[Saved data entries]
++++++++

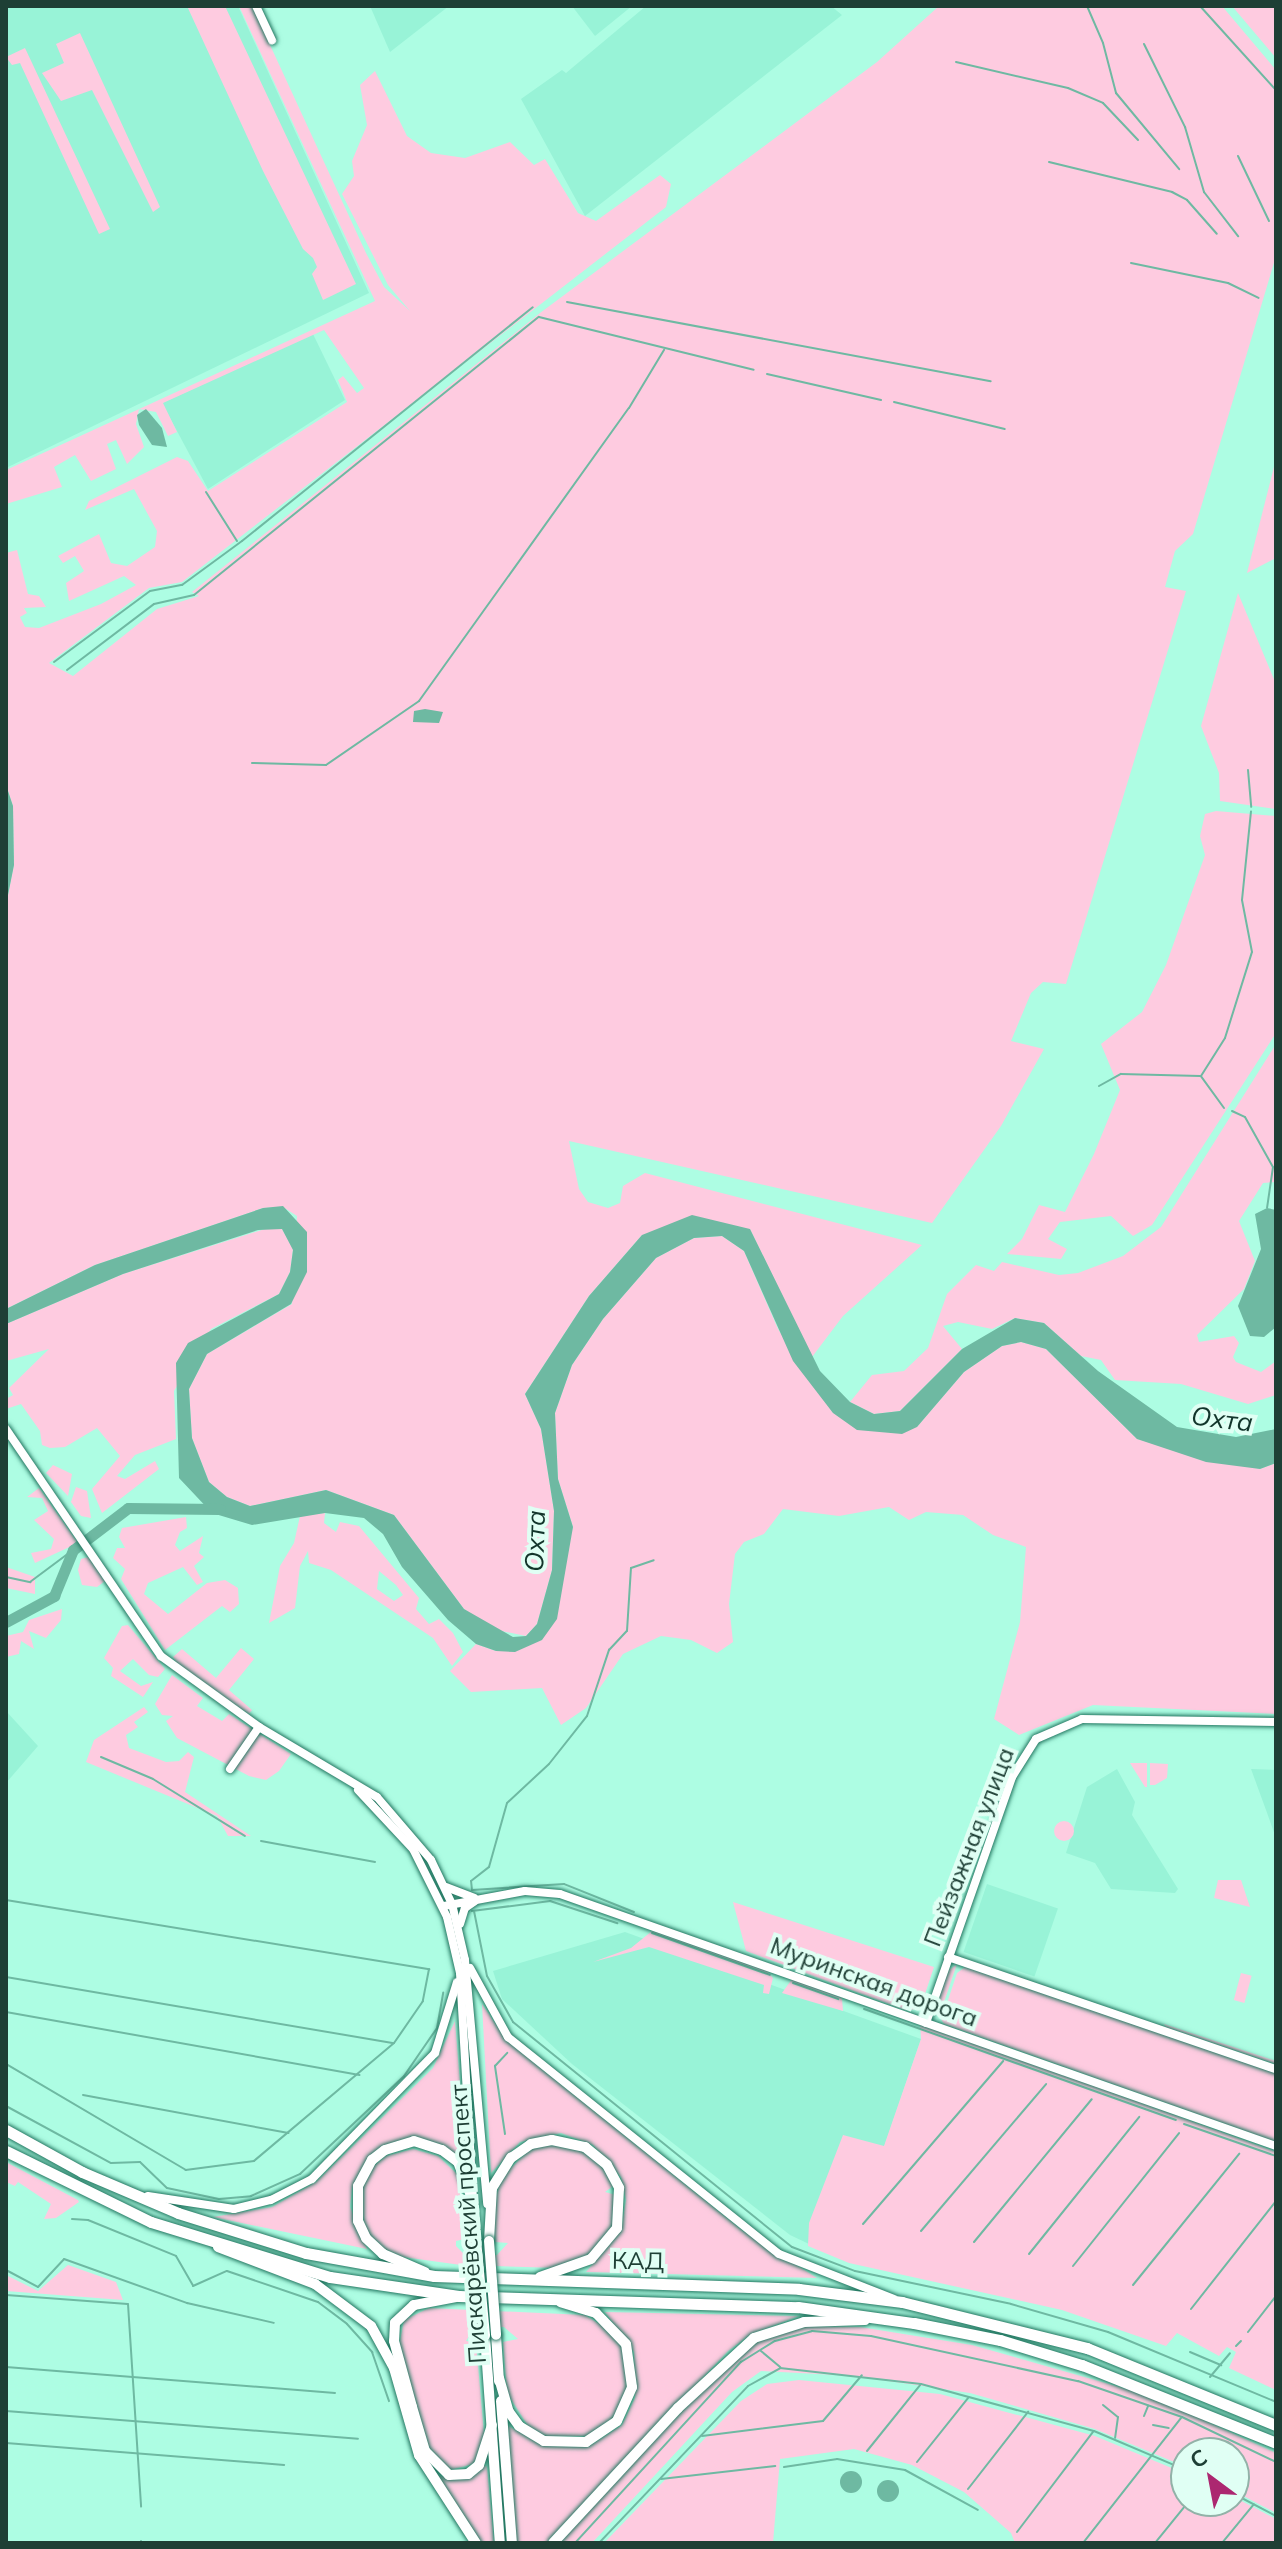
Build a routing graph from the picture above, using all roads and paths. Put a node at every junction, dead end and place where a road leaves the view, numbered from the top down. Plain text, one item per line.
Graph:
1 (256, 6) edge
2 (272, 41) dead end
3 (6, 1429) edge
4 (1276, 1722) edge
5 (259, 1727) junction
6 (230, 1769) dead end
7 (349, 1782) junction
8 (445, 1887) junction
9 (480, 1898) junction
10 (448, 1905) junction
11 (459, 1929) junction
12 (948, 1957) junction
13 (465, 1960) junction
14 (460, 1973) junction
15 (926, 2023) junction
16 (1276, 2069) edge
17 (6, 2130) edge
18 (1276, 2146) edge
19 (6, 2151) edge
20 (130, 2193) junction
21 (473, 2201) junction
22 (488, 2213) junction
23 (206, 2242) junction
24 (434, 2276) junction
25 (530, 2279) junction
26 (459, 2296) junction
27 (555, 2300) junction
28 (902, 2302) junction
29 (895, 2320) junction
30 (490, 2335) junction
31 (499, 2378) junction
32 (492, 2425) junction
33 (1276, 2425) edge
34 (1276, 2443) edge
35 (476, 2543) edge
36 (500, 2543) edge
37 (512, 2543) edge
38 (553, 2543) edge

1 - 2 street
3 - 5 street
4 - 12 street, Пейзажная улица
5 - 6 street
5 - 7 street
7 - 8 street
7 - 10 street
8 - 9 street
8 - 10 street
9 - 10 street, Муринская дорога
9 - 11 street
9 - 15 street, Муринская дорога
10 - 11 street, Пискарёвский проспект
10 - 14 street, Пискарёвский проспект
11 - 13 street, Пискарёвский проспект
12 - 15 street, Пейзажная улица
12 - 16 street, Муринская дорога
13 - 22 street, Пискарёвский проспект
13 - 28 street
14 - 20 street
14 - 21 street, Пискарёвский проспект
15 - 18 street, Муринская дорога
17 - 20 highway, КАД
19 - 23 highway, КАД
20 - 24 highway, КАД
21 - 24 main road
21 - 30 main road, Пискарёвский проспект, bridge
22 - 25 main road
22 - 30 main road, Пискарёвский проспект, bridge
23 - 26 highway, КАД
23 - 35 main road
24 - 25 highway, КАД
25 - 28 highway, КАД
26 - 27 highway, КАД
26 - 32 main road
27 - 29 highway, КАД
27 - 31 main road
28 - 33 highway, КАД
29 - 34 highway, КАД
29 - 38 main road
30 - 31 main road, Пискарёвский проспект
30 - 32 main road, Пискарёвский проспект
31 - 37 main road, Пискарёвский проспект
32 - 36 main road, Пискарёвский проспект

++++++++

PROBLEM DESCRIPTION →
Find all lines in the records that hold the word "Пейзажная". Copy them.

EXERCISE RESPONSE →
4 - 12 street, Пейзажная улица
12 - 15 street, Пейзажная улица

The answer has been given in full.